Pixel coordinate listings:
=== Begin Enclosure ===
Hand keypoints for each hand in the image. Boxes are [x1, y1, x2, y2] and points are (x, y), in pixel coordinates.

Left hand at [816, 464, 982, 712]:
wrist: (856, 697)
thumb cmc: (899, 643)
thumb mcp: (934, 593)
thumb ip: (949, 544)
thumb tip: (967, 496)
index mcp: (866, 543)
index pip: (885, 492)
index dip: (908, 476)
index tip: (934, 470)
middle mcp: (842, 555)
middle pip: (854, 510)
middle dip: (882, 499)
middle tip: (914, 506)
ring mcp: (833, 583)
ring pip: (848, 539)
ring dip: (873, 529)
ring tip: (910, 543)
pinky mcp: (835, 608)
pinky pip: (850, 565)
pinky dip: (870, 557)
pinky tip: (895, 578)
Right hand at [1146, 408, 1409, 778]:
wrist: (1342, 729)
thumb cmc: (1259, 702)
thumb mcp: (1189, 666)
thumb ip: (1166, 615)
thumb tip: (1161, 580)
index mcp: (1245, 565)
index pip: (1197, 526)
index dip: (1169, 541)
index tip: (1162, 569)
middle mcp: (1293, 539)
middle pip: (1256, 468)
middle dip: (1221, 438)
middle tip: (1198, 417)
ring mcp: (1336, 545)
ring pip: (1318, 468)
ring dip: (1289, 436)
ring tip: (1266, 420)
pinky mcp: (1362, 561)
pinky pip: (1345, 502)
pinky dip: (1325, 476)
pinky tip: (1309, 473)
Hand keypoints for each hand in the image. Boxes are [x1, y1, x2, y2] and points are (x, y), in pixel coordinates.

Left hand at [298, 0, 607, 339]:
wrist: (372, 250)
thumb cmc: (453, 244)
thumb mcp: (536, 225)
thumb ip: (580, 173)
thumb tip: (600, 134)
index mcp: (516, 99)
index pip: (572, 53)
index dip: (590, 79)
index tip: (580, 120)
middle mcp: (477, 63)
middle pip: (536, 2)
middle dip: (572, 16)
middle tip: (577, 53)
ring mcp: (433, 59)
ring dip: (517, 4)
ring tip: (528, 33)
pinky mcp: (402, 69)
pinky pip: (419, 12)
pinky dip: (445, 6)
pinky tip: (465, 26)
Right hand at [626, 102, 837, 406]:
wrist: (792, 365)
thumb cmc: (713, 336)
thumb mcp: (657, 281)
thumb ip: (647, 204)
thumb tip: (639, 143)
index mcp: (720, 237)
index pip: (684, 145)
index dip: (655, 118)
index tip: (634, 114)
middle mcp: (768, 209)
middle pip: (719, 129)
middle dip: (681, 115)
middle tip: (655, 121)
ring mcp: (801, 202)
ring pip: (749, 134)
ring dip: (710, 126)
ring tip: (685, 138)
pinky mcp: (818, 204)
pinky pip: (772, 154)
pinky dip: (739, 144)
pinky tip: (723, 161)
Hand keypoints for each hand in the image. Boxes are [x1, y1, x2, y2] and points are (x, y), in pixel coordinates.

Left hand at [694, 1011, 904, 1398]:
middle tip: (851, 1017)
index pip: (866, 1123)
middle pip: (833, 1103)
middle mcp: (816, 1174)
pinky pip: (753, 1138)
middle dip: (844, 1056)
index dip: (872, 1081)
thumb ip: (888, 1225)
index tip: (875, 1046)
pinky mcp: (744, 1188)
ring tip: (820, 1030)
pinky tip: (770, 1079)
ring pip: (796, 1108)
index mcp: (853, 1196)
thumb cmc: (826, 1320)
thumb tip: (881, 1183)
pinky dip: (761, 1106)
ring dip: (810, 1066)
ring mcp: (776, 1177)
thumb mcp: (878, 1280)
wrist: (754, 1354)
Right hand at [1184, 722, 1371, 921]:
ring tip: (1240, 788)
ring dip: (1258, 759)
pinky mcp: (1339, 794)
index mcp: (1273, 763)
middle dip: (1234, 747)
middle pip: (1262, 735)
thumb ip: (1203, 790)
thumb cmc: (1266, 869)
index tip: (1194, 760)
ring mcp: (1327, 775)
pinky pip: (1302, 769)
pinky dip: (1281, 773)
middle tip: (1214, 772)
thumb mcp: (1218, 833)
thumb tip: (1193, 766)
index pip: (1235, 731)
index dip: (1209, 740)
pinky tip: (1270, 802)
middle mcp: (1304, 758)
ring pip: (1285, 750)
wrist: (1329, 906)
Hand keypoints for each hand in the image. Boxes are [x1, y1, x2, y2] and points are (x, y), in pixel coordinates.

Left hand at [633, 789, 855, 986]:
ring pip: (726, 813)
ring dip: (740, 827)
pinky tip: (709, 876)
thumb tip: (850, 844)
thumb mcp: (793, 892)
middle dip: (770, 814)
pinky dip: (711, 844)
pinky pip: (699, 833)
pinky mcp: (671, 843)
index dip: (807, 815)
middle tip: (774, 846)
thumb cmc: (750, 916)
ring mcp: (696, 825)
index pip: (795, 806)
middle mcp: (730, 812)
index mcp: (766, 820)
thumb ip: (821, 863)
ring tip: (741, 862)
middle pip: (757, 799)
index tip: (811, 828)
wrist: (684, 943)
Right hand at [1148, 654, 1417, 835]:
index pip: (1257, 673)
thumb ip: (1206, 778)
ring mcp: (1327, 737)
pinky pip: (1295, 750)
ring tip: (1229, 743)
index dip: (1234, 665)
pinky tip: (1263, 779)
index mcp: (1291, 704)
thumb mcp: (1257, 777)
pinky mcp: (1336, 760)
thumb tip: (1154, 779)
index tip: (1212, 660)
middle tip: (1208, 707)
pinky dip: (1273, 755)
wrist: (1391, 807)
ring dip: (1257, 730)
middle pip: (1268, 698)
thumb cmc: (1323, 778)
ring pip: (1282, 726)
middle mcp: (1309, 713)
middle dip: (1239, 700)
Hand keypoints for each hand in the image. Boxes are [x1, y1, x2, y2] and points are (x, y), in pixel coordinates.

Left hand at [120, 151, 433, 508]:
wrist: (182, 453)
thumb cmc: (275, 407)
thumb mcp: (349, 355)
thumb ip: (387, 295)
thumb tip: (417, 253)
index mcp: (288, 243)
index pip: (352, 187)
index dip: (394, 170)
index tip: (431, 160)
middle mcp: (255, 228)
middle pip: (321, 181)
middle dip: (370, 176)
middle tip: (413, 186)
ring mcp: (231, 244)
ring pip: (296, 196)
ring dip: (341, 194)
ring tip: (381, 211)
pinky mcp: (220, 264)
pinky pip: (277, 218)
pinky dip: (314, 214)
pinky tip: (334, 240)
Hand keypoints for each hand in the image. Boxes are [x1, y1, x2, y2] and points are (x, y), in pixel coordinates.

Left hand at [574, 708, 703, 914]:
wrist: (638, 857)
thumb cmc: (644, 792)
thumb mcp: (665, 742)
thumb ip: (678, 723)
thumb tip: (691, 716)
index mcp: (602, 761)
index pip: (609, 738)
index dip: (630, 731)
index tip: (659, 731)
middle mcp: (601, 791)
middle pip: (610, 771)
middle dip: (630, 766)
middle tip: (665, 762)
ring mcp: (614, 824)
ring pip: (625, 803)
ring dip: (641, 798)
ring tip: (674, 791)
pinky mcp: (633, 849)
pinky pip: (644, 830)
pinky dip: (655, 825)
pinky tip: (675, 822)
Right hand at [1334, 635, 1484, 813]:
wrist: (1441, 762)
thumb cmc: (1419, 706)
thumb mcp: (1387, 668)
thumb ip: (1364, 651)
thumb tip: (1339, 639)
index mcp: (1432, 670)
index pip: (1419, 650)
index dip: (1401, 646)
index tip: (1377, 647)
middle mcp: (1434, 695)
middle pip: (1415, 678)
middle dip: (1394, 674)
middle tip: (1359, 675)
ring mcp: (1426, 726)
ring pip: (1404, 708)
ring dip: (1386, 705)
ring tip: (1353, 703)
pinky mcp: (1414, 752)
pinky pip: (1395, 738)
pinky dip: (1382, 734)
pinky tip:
=== End Enclosure ===
**Task requirements**
For every line above that has "Left" in it, copy the line.

**Solution to this task**
Left hand at [816, 464, 982, 712]:
Left hand at [298, 0, 607, 339]:
Left hand at [694, 1011, 904, 1398]:
Left hand at [633, 789, 855, 986]:
Left hand at [120, 151, 433, 508]:
Left hand at [574, 708, 703, 914]:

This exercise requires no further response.